- _YOUR ASSIGNMENT_
Please give the entries again in full and exactly, without any picture.

- _SUPPLIED MATERIAL_
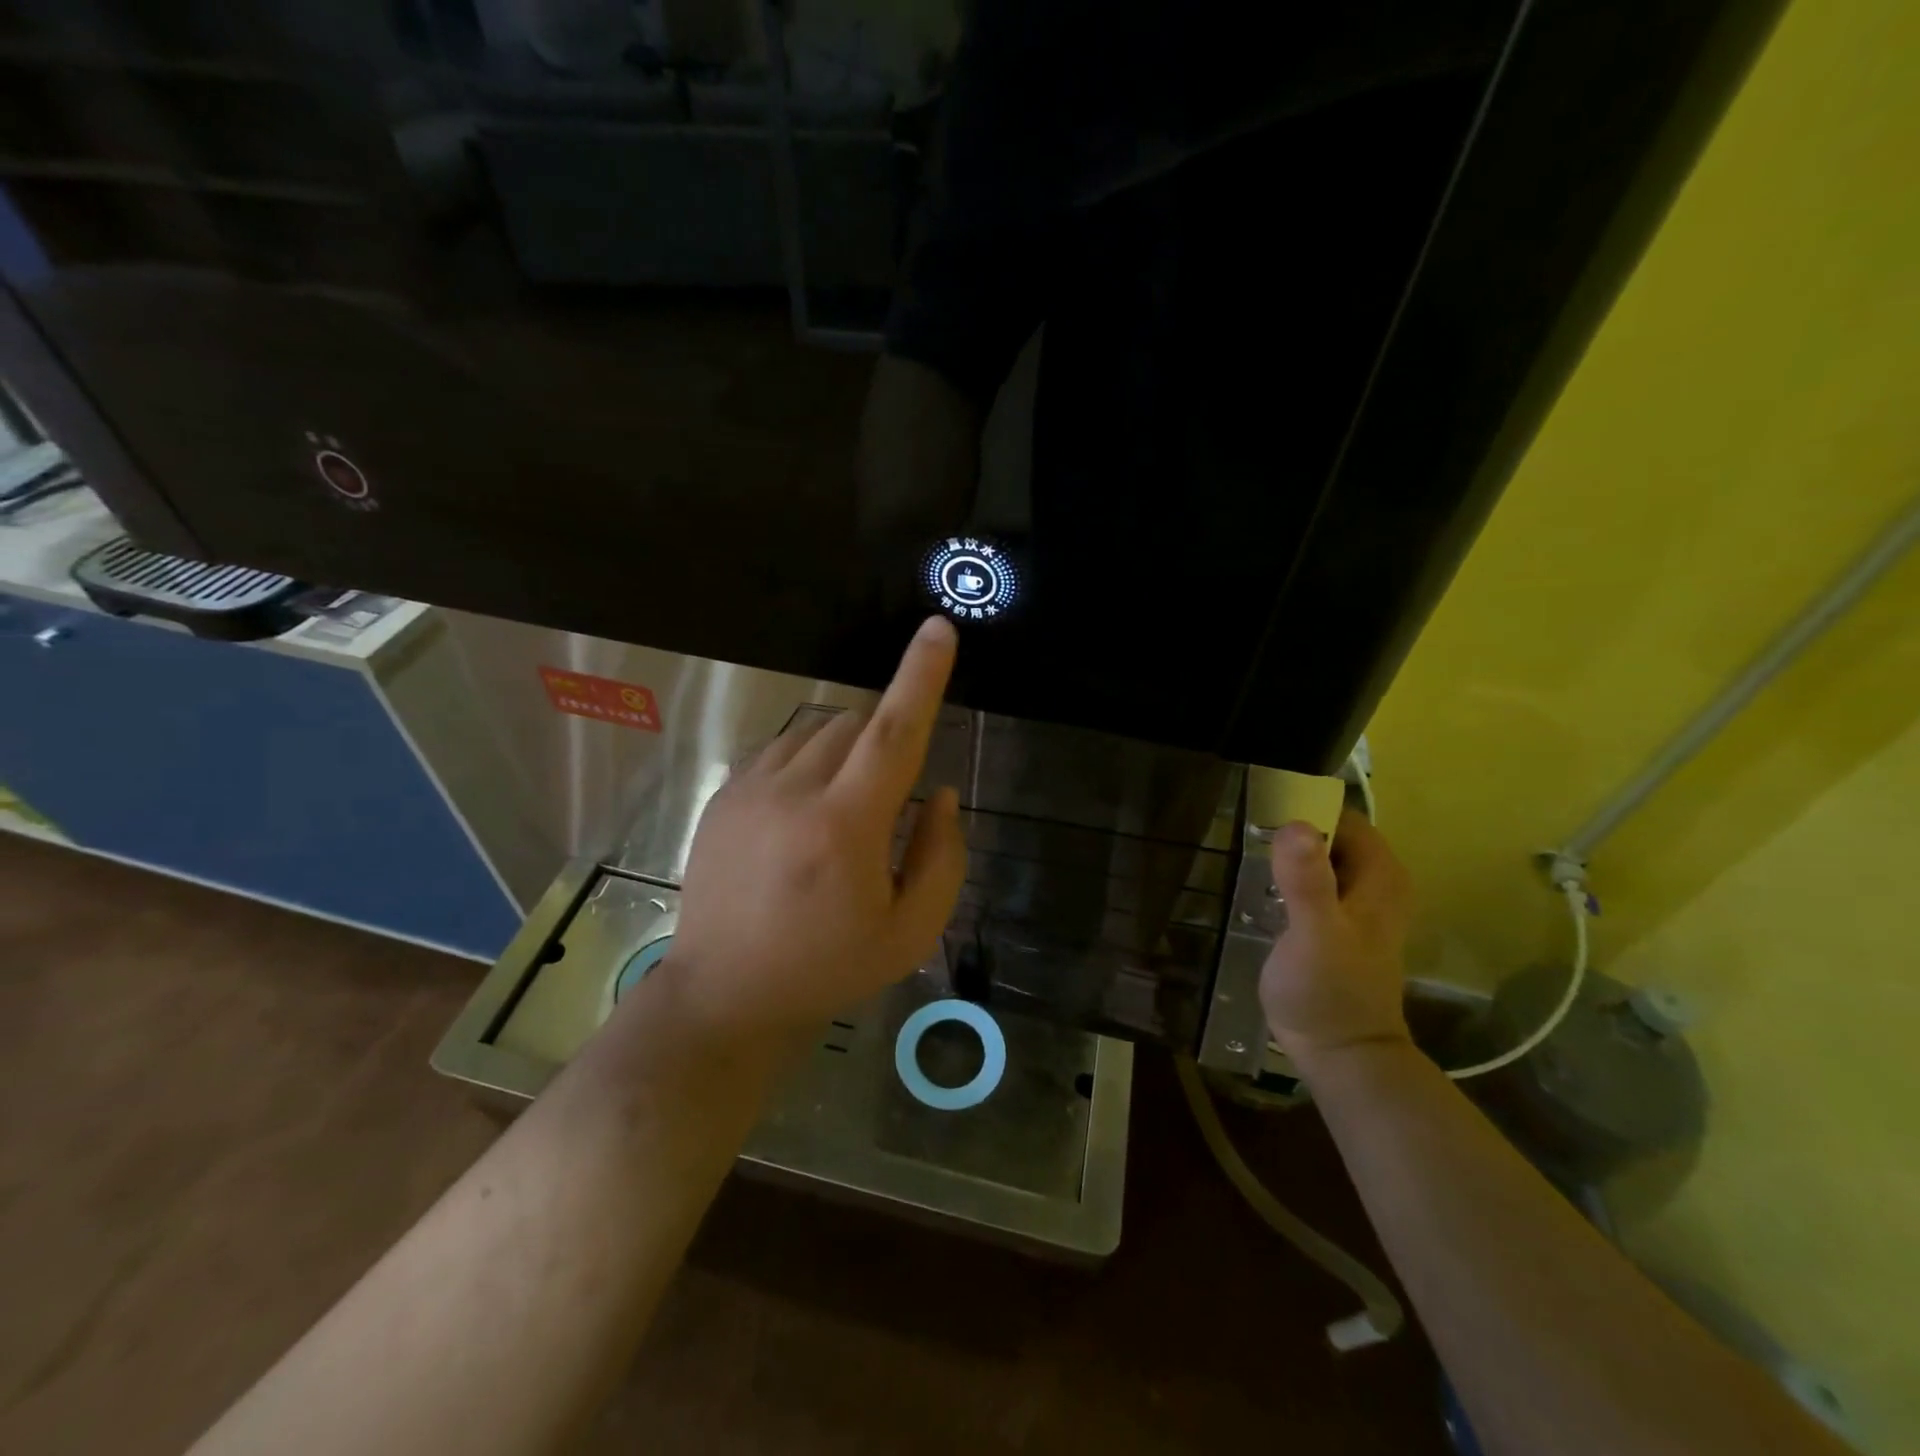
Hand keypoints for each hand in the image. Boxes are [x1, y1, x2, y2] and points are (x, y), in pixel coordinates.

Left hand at [665, 616, 968, 1041]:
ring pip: (817, 731)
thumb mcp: (910, 932)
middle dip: (886, 740)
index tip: (937, 629)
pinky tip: (802, 813)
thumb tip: (942, 793)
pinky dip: (809, 761)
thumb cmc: (828, 967)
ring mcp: (750, 789)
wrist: (725, 992)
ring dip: (848, 751)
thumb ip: (941, 857)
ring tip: (842, 814)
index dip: (921, 677)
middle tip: (887, 801)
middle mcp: (794, 792)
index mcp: (846, 828)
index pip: (894, 734)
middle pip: (857, 724)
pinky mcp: (725, 795)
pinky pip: (782, 749)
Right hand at [1259, 808, 1413, 1068]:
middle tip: (1241, 829)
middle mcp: (1375, 881)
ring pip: (1318, 857)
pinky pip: (1311, 881)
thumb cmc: (1328, 992)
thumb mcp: (1315, 934)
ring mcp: (1356, 904)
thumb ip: (1307, 881)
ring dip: (1285, 852)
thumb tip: (1294, 825)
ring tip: (1242, 850)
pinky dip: (1286, 875)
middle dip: (1289, 828)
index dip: (1302, 806)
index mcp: (1380, 875)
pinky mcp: (1335, 923)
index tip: (1256, 806)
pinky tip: (1256, 883)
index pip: (1341, 815)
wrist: (1339, 1054)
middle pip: (1329, 833)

- _ANSWER SECTION_
Hand keypoints for each hand in the image. Boxes are [x1, y1, x2, y2] and points are (x, y), in pixel coordinates.

Left hand at [665, 616, 968, 1041]:
ring pip: (817, 731)
thumb mcp: (910, 932)
middle dip: (886, 740)
index tip: (937, 629)
pinky tip: (802, 813)
thumb tip: (942, 793)
pinky dip: (809, 761)
thumb cmc: (828, 967)
ring mcp: (750, 789)
wrist: (725, 992)
ring dip: (848, 751)
thumb ip: (941, 857)
ring tip: (842, 814)
index dip: (921, 677)
middle tip: (887, 801)
middle mcp: (794, 792)
index mcp: (846, 828)
index pip: (894, 734)
middle pip: (857, 724)
pinky mcp: (725, 795)
pinky pip: (782, 749)
Right hand at [1259, 808, 1413, 1068]:
middle tip: (1241, 829)
middle mcp: (1375, 881)
ring pip: (1318, 857)
pinky pip: (1311, 881)
thumb cmc: (1328, 992)
thumb mcp: (1315, 934)
ring mcp: (1356, 904)
thumb ip: (1307, 881)
ring dip: (1285, 852)
thumb tip: (1294, 825)
ring tip: (1242, 850)
pinky dip: (1286, 875)
middle dip: (1289, 828)
index dip: (1302, 806)
index mcp: (1380, 875)
pinky mcp: (1335, 923)
index tip: (1256, 806)
pinky tip: (1256, 883)
index pip: (1341, 815)
wrist: (1339, 1054)
middle pip: (1329, 833)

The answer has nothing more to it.